Florent Marchet – Rio Baril

Les plus jolies choses naissent souvent d’un paradoxe. C’est ainsi qu’avec Rio Baril, Florent Marchet a fait l’album le plus ambitieux qui soit pour dépeindre toute la médiocrité d’une société qui échoue à s’élever.

S’il cumule les talents, la musique est celui, sans doute, qu’il revendiquerait le plus. La sienne est élitiste sur bien des aspects, et marie les sonorités d’un orchestre symphonique à celles d’instruments insolites (ukulélé, banjo, mélodica) sans jamais flirter avec l’indigestion. Faire grand avec finesse, n’est-ce pas le summum de l’art ?

Les ambiances sont variées. On croise dans Rio Baril de la musique de western (Belvédère), de la pop déjantée (J’y crois pas, avec Dominique A et Philippe Katerine s’il vous plait) ou encore de subtiles mélodies à la Souchon, avec qui il partage également le timbre de voix (La chimie).

Mieux encore, la musique est le parfait élément d’un tout, comme le serait la bande son d’un film. Ainsi elle coule de morceau en morceau pour s’interrompre au moment où le héros a basculé, illustre le cycle d’une vie (des horizons infinis à la Ennio Morricone, jusqu’à la fanfare du village), se dépouille pour mieux souligner un propos. La maîtrise est impressionnante. Outre la musique, Florent Marchet a le don des mots et sait faire naître des images. Il plante les décors, saisit les atmosphères, raconte des histoires.
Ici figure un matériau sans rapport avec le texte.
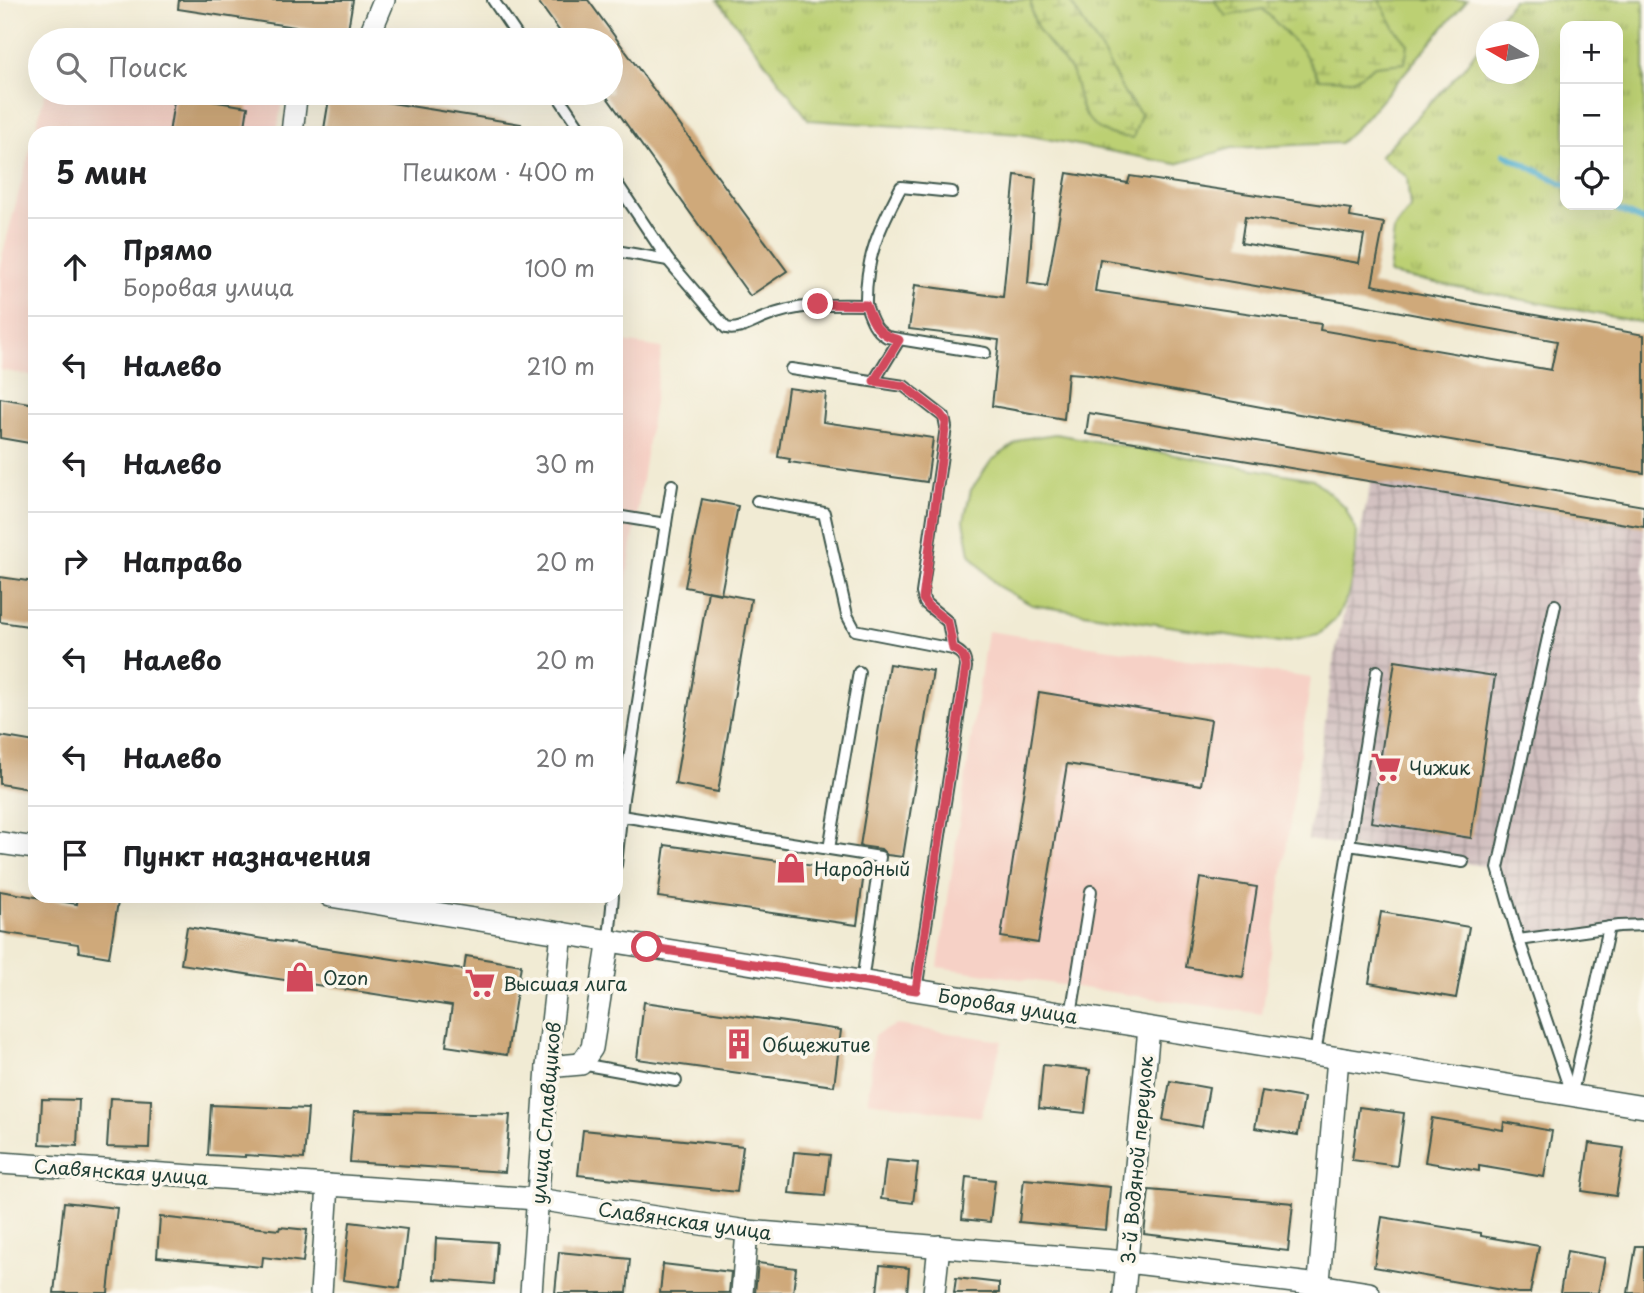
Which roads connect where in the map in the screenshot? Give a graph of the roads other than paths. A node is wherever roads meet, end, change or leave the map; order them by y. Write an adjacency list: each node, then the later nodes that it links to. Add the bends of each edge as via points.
1 (384, 0): 3 (street)
2 (493, 0): 4 (lane)
3 (372, 28)
4 (512, 28)
5 (295, 105): 7 (street)
6 (564, 105): 8 (lane)
7 (293, 126)
8 (578, 126)
9 (623, 192): 12 (lane)
10 (952, 192): 13 (lane, via 901,187 878,232 866,283)
11 (623, 252): 12 (lane)
12 (668, 260): 13 (lane, via 722,325 732,329 776,312 818,304)
13 (866, 305): 14 (lane, via 879,332)
14 (899, 340): 15 (lane); 17 (lane)
15 (985, 353)
16 (791, 369): 17 (lane)
17 (874, 381): 23 (lane, via 904,386 946,422 922,593 925,604 948,622)
18 (673, 485): 21 (lane)
19 (757, 501): 23 (lane, via 824,513 847,615 855,630)
20 (623, 517): 21 (lane)
21 (666, 524): 27 (lane)
22 (1555, 605): 42 (lane, via 1498,867)
23 (953, 649): 44 (lane, via 961,652 966,667)
24 (1377, 671): 31 (lane)
25 (859, 672): 33 (lane)
26 (623, 757): 27 (lane)
27 (629, 757): 28 (lane)
28 (623, 782)
29 (623, 816): 33 (lane)
30 (0, 843): 32 (street)
31 (1349, 845): 34 (lane); 47 (lane)
32 (28, 847)
33 (829, 849): 43 (lane, via 880,856)
34 (1463, 862)
35 (1091, 891): 45 (lane)
36 (374, 903): 40 (street, Боровая улица)
37 (612, 903): 41 (lane)
38 (1644, 925): 39 (lane)
39 (1609, 927): 42 (lane); 52 (lane)
40 (562, 933): 41 (street, Боровая улица); 50 (street, улица Сплавщиков)
41 (609, 939): 43 (street, Боровая улица); 49 (street, via 592,1048)
42 (1519, 940): 52 (lane)
43 (862, 982): 44 (street, Боровая улица)
44 (916, 990): 45 (street, Боровая улица)
45 (1071, 1015): 46 (street, Боровая улица)
46 (1149, 1028): 47 (street, Боровая улица); 59 (street, 3-й Водяной переулок)
47 (1315, 1054): 48 (street, Боровая улица)
48 (1338, 1058): 52 (street, Боровая улица); 60 (street)
49 (581, 1064): 50 (street); 51 (lane)
50 (547, 1067): 56 (street, улица Сплавщиков)
51 (676, 1081)
52 (1572, 1096): 53 (street, Боровая улица)
53 (1644, 1107)
54 (0, 1163): 55 (street, Славянская улица)
55 (328, 1185): 56 (street, Славянская улица); 61 (street)
56 (537, 1199): 57 (street, Славянская улица); 62 (street, улица Сплавщиков)
57 (747, 1231): 58 (street, Славянская улица); 63 (street)
58 (939, 1246): 59 (street, Славянская улица); 64 (street)
59 (1127, 1262): 60 (street, Славянская улица); 65 (street, 3-й Водяной переулок)
60 (1319, 1289): 66 (street, Славянская улица)
61 (321, 1293)
62 (531, 1293)
63 (742, 1293)
64 (934, 1293)
65 (1124, 1293)
66 (1369, 1293)

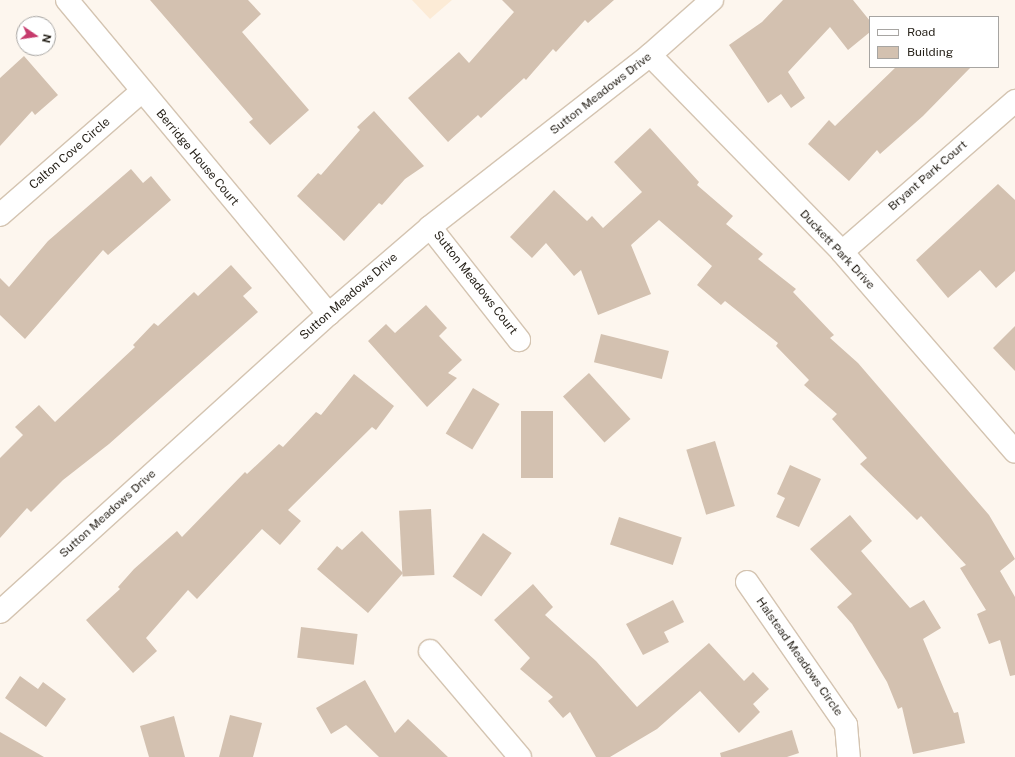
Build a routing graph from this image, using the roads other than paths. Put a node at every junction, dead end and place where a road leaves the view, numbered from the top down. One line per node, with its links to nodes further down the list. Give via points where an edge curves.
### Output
1 (68, 0): 4 (street, Berridge House Court)
2 (712, 0): 3 (street, Sutton Meadows Drive)
3 (650, 56): 7 (street, Sutton Meadows Drive); 8 (street, Duckett Park Drive)
4 (141, 92): 6 (street, Calton Cove Circle); 9 (street, Berridge House Court)
5 (1015, 101): 8 (street, Bryant Park Court)
6 (0, 215)
7 (430, 226): 9 (street, Sutton Meadows Drive); 10 (street, Sutton Meadows Court)
8 (842, 252): 11 (street, Duckett Park Drive)
9 (329, 314): 13 (street, Sutton Meadows Drive)
10 (520, 340)
11 (1015, 452)
12 (747, 582): 16 (street, Halstead Meadows Circle, via 846,725)
13 (0, 612)
14 (430, 651): 15 (street)
15 (520, 757)
16 (849, 757)

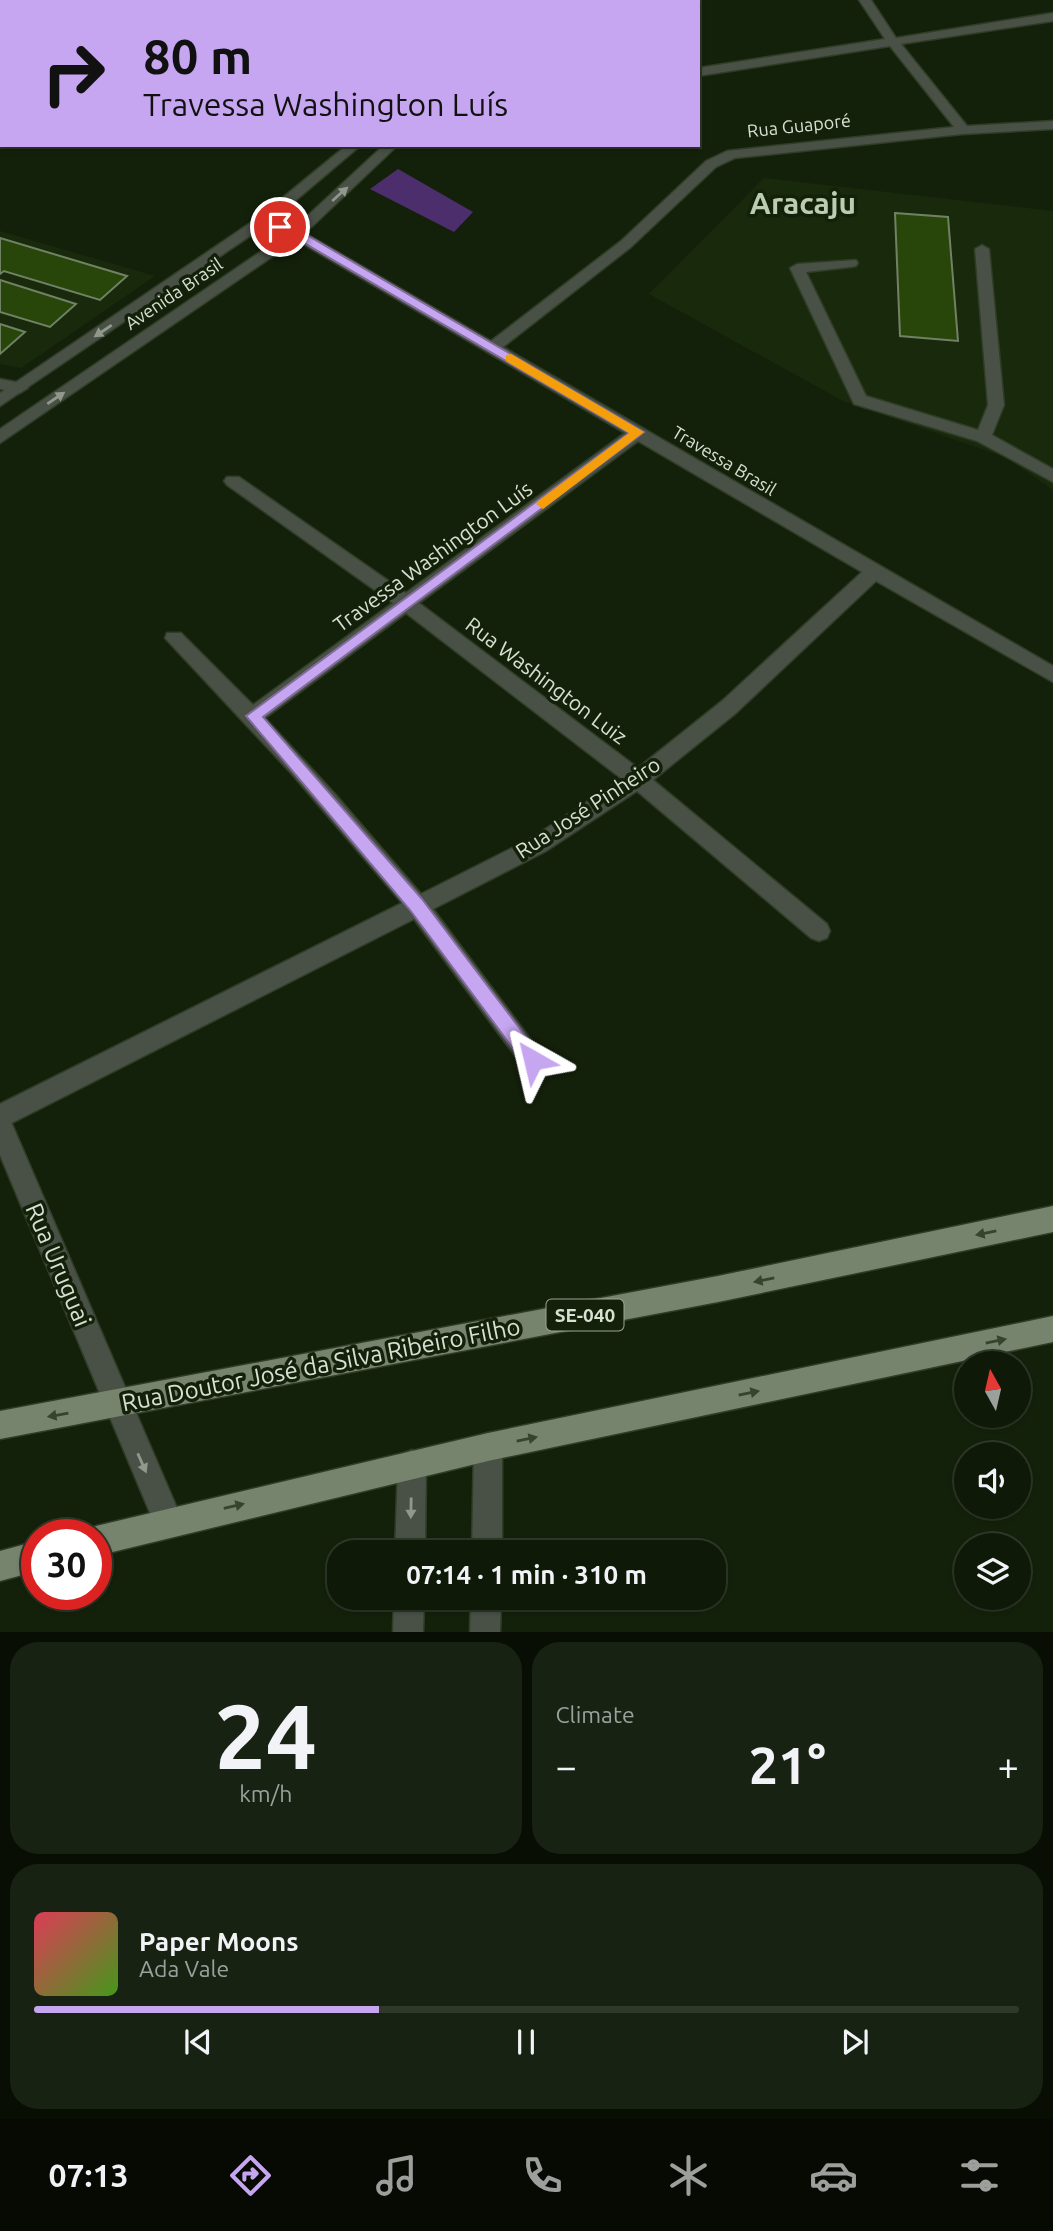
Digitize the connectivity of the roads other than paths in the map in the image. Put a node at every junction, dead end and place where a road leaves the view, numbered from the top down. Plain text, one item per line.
1 (865, 0) edge
2 (1053, 16) edge
3 (894, 43) junction
4 (700, 72) edge
5 (1053, 125) edge
6 (963, 130) junction
7 (353, 147) edge
8 (390, 147) edge
9 (264, 220) junction
10 (296, 234) junction
11 (982, 249) dead end
12 (851, 263) dead end
13 (492, 348) junction
14 (0, 384) edge
15 (20, 388) junction
16 (0, 401) edge
17 (638, 432) junction
18 (983, 436) junction
19 (0, 437) edge
20 (1053, 476) edge
21 (233, 481) dead end
22 (874, 572) junction
23 (408, 604) junction
24 (174, 638) dead end
25 (1053, 675) edge
26 (253, 716) junction
27 (638, 780) junction
28 (416, 905) junction
29 (819, 931) dead end
30 (533, 1060) dead end
31 (0, 1117) edge
32 (0, 1126) edge
33 (1053, 1219) edge
34 (1053, 1329) edge
35 (117, 1405) junction
36 (0, 1425) edge
37 (488, 1447) junction
38 (412, 1464) junction
39 (168, 1522) junction
40 (112, 1537) edge
41 (410, 1540) edge
42 (487, 1540) edge
43 (21, 1560) edge
44 (0, 1566) edge
45 (409, 1610) edge
46 (486, 1610) edge
47 (408, 1632) edge
48 (485, 1632) edge

1 - 3 street
2 - 3 street
3 - 4 street
3 - 6 street
5 - 6 street, Rua Guaporé
6 - 13 street, Rua Guaporé
7 - 9 street, Avenida Brasil
10 -> 8 street, Avenida Brasil
9 - 10 street, Travessa Brasil
9 -> 15 street, Avenida Brasil
10 - 13 street, Travessa Brasil
19 -> 10 street, Avenida Brasil
11 - 18 street
12 - 18 street
13 - 17 street, Travessa Brasil
14 - 15 street
15 - 16 street, Avenida Brasil
17 - 22 street, Travessa Brasil
17 - 23 street, Travessa Washington Luís
18 - 20 street
21 - 23 street, Rua Washington Luiz
22 - 25 street, Travessa Brasil
22 - 27 street, Rua José Pinheiro
23 - 26 street, Travessa Washington Luís
23 - 27 street, Rua Washington Luiz
24 - 26 street
26 - 28 street
27 - 28 street, Rua José Pinheiro
27 - 29 street, Rua Washington Luiz
28 - 30 street
28 - 31 street, Rua José Pinheiro
32 - 35 street, Rua Uruguai
33 -> 35 main road, Rua Doutor José da Silva Ribeiro Filho / SE-040
37 -> 34 main road
35 -> 36 main road, Rua Doutor José da Silva Ribeiro Filho / SE-040
35 -> 39 street, Rua Uruguai
37 - 38 main road
37 - 42 street
39 -> 38 main road
38 -> 41 street
39 - 40 main road
43 - 44 main road
45 - 47 street
46 - 48 street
L’album s’écoute comme on lirait un roman. Au fil des pages, son personnage va tenter d’échapper à son enfance blessée, partir à la ville où on espère qu’il réussira, pour finalement sombrer («  une histoire de flingue « ) et revenir au point de départ. L’espoir est absent du message : on n’échappe pas à son destin, il est inutile de lutter. Rien, de toute façon, ne trouve grâce à ses yeux ; ni la province étriquée, ni la ville indifférente. Et les protagonistes sont bien malmenés, comme cette fille que l’on voudrait sauver alors qu’elle fait, en conscience, le choix de l’homme qui ne la rendra jamais heureuse (Ce garçon). C’est triste à pleurer, tragique.

Florent Marchet a le sens de la critique, et ne s’oublie pas. Mais lorsqu’il clame qu’il est plus auteur compositeur, qu’interprète, on a le droit de ne pas être d’accord. Car sur les moments de lecture musicale, ses intonations sont parfois si justes que l’on retient son souffle pour écouter naître ses personnages (Il fait beau, 35 ans). Ces instants de grâce font la magie ultime de l’album, la véritable rareté du projet. Florent Marchet, c’est entendu, n’est pas un chanteur à voix ; mais qui s’en plaindrait ?

Rio Baril mérite du temps. Ce temps qui dévoile, peu à peu, les trésors qui autrement, seraient restés cachés. Ce temps qui fait que l’on s’attache. Que l’on apprivoise. Et qui, comme en amour, mène à la cristallisation.Je vous souhaite ce temps-là.